Try it: Please print every record below exactly as it appears, but leave out the pictures.

Segment Open

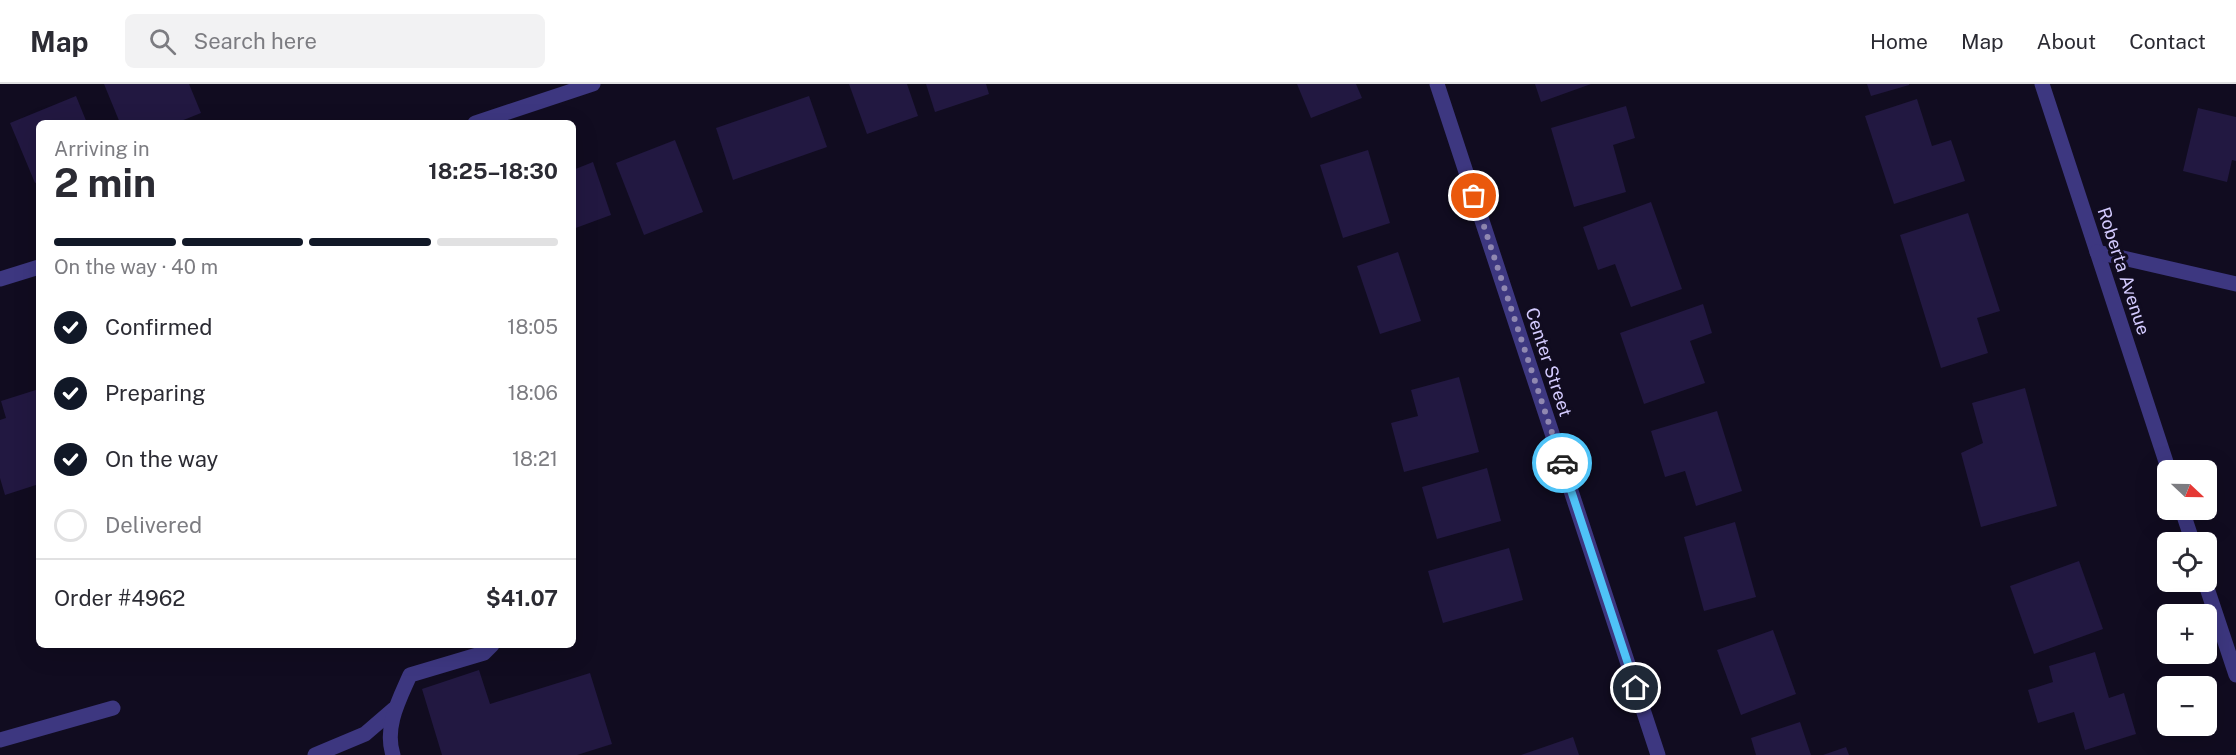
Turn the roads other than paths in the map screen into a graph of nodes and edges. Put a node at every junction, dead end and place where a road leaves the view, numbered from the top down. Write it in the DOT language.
graph roads {
  1 [pos="593,84"];
  2 [pos="1437,84"];
  3 [pos="2042,84"];
  4 [pos="484,120"];
  5 [pos="2097,252"];
  6 [pos="36,268"];
  7 [pos="0,279"];
  8 [pos="2236,284"];
  9 [pos="2165,460"];
  10 [pos="2208,592"];
  11 [pos="489,648"];
  12 [pos="2236,675"];
  13 [pos="113,708"];
  14 [pos="394,709"];
  15 [pos="0,740"];
  16 [pos="315,755"];
  17 [pos="393,755"];
  18 [pos="1658,755"];
  1 -- 4 [label="street"];
  2 -- 18 [label="street, Center Street"];
  3 -- 5 [label="street, Roberta Avenue"];
  5 -- 8 [label="street"];
  5 -- 9 [label="street, Roberta Avenue"];
  6 -- 7 [label="street"];
  10 -- 12 [label="street"];
  11 -- 14 [label="street"];
  13 -- 15 [label="street"];
  14 -- 16 [label="street"];
  14 -- 17 [label="street"];
}
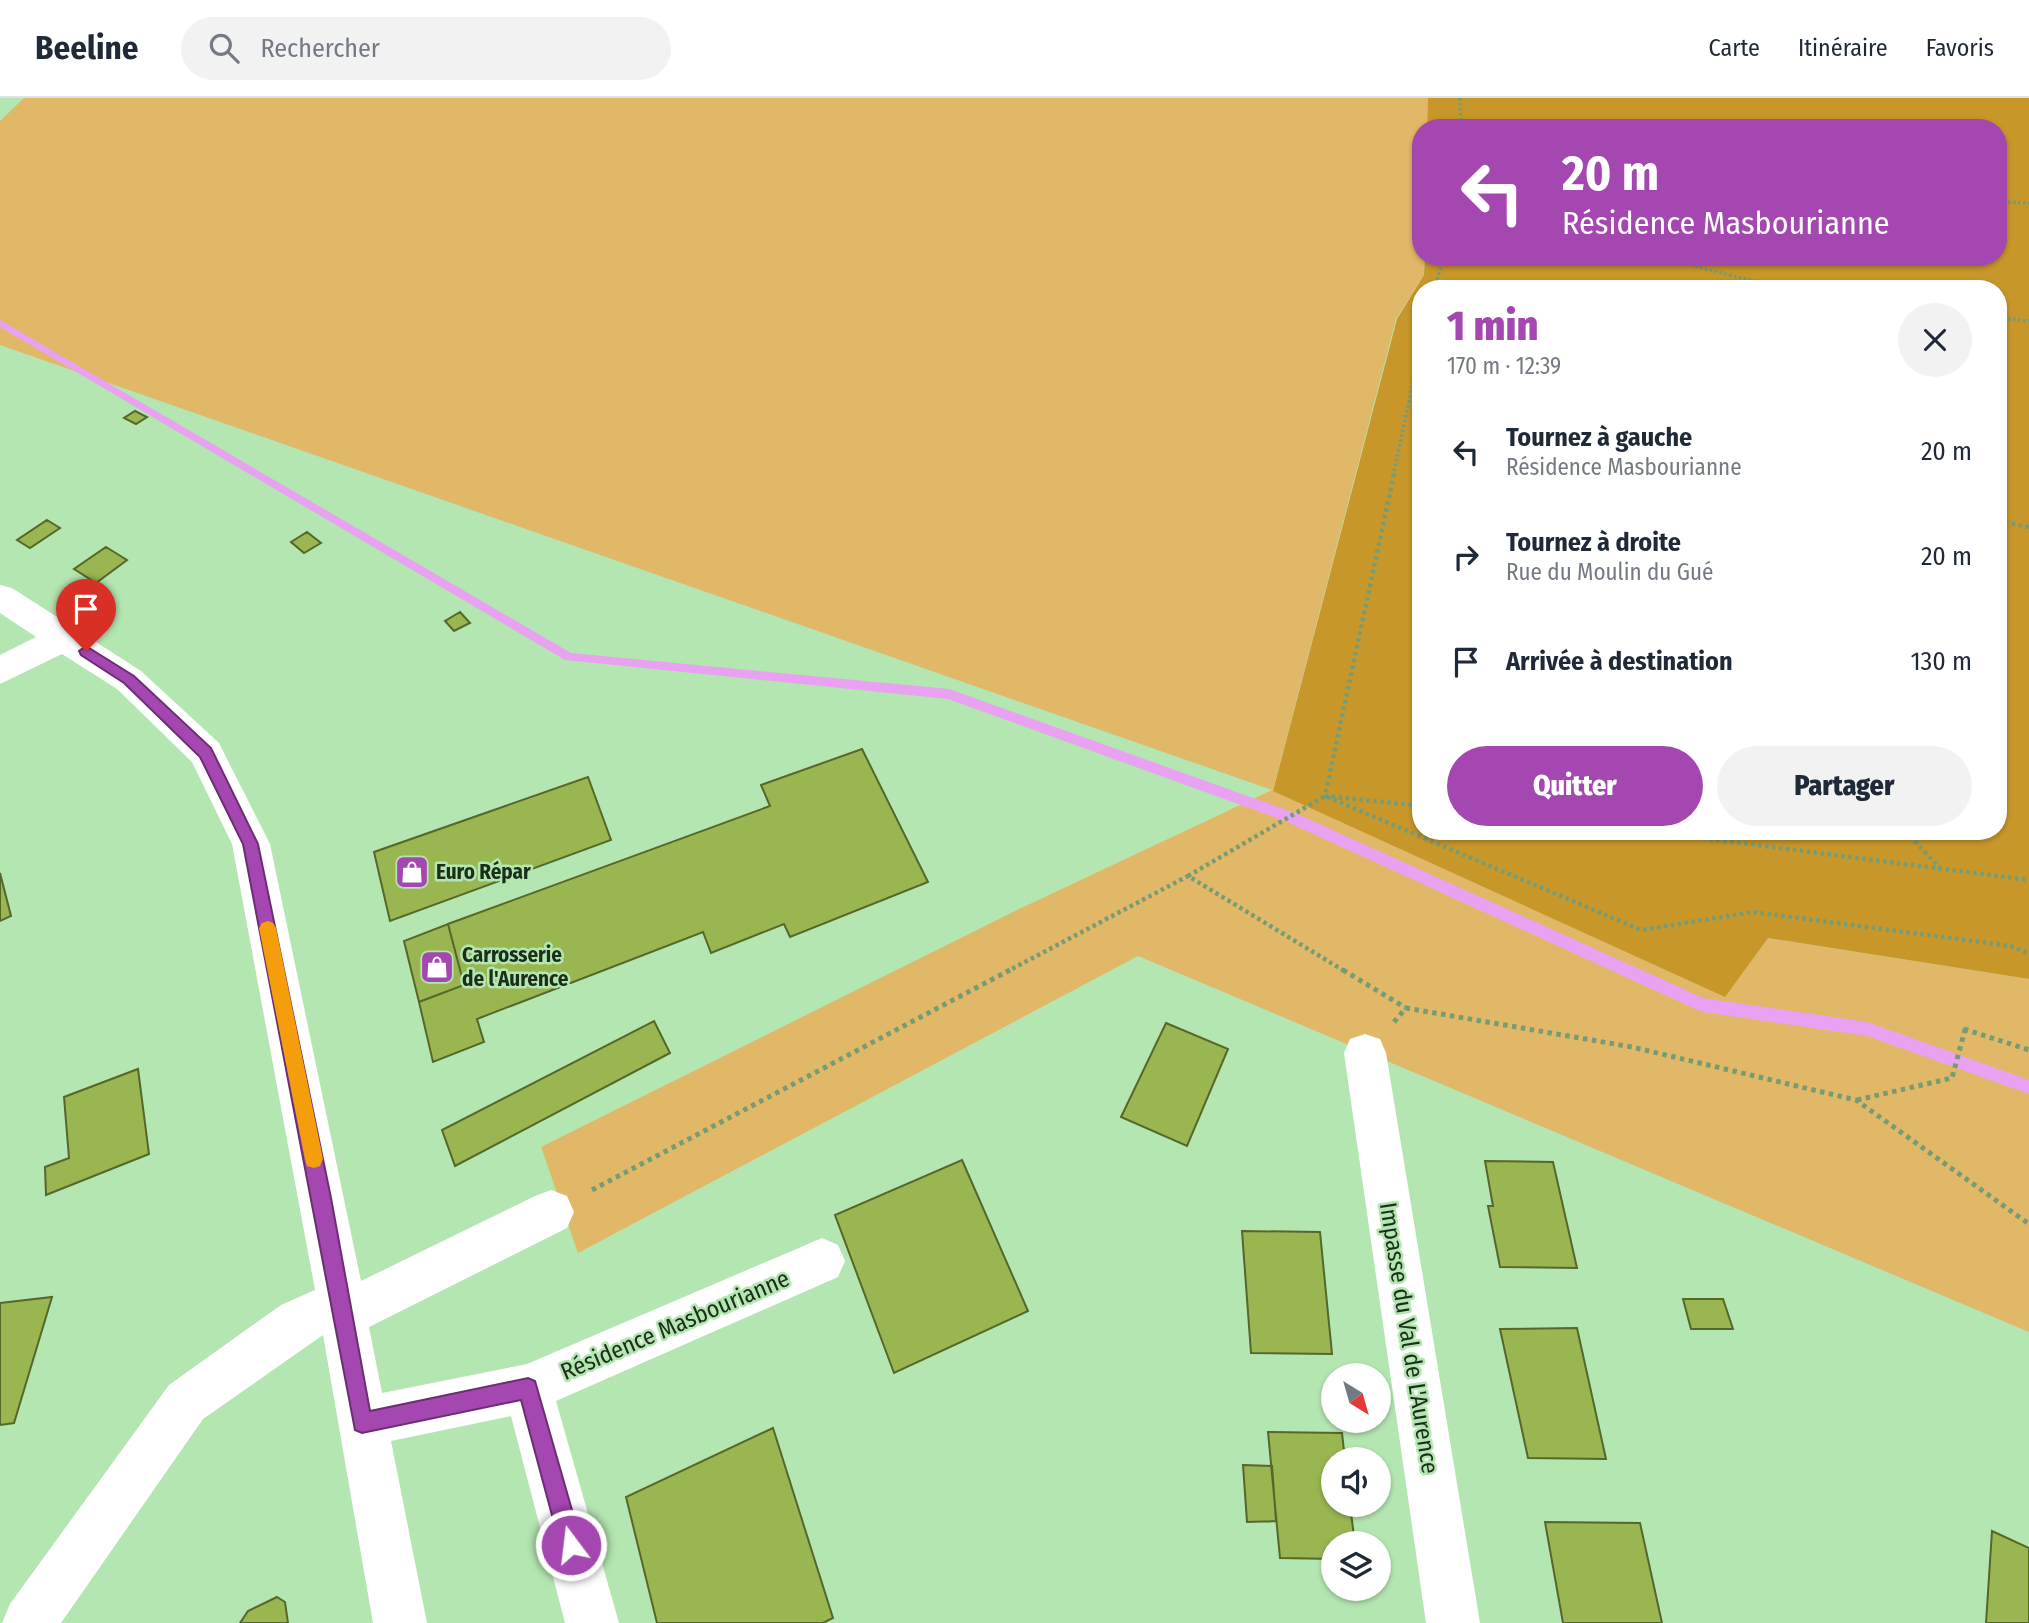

Segment Closed

Problem solution:
Turn the roads other than paths in the map screen into a graph of nodes and edges. Put a node at every junction, dead end and place where a road leaves the view, numbered from the top down. Write it in the DOT language.
graph roads {
  1 [pos="593,84"];
  2 [pos="1437,84"];
  3 [pos="2042,84"];
  4 [pos="484,120"];
  5 [pos="2097,252"];
  6 [pos="36,268"];
  7 [pos="0,279"];
  8 [pos="2236,284"];
  9 [pos="2165,460"];
  10 [pos="2208,592"];
  11 [pos="489,648"];
  12 [pos="2236,675"];
  13 [pos="113,708"];
  14 [pos="394,709"];
  15 [pos="0,740"];
  16 [pos="315,755"];
  17 [pos="393,755"];
  18 [pos="1658,755"];
  1 -- 4 [label="street"];
  2 -- 18 [label="street, Center Street"];
  3 -- 5 [label="street, Roberta Avenue"];
  5 -- 8 [label="street"];
  5 -- 9 [label="street, Roberta Avenue"];
  6 -- 7 [label="street"];
  10 -- 12 [label="street"];
  11 -- 14 [label="street"];
  13 -- 15 [label="street"];
  14 -- 16 [label="street"];
  14 -- 17 [label="street"];
}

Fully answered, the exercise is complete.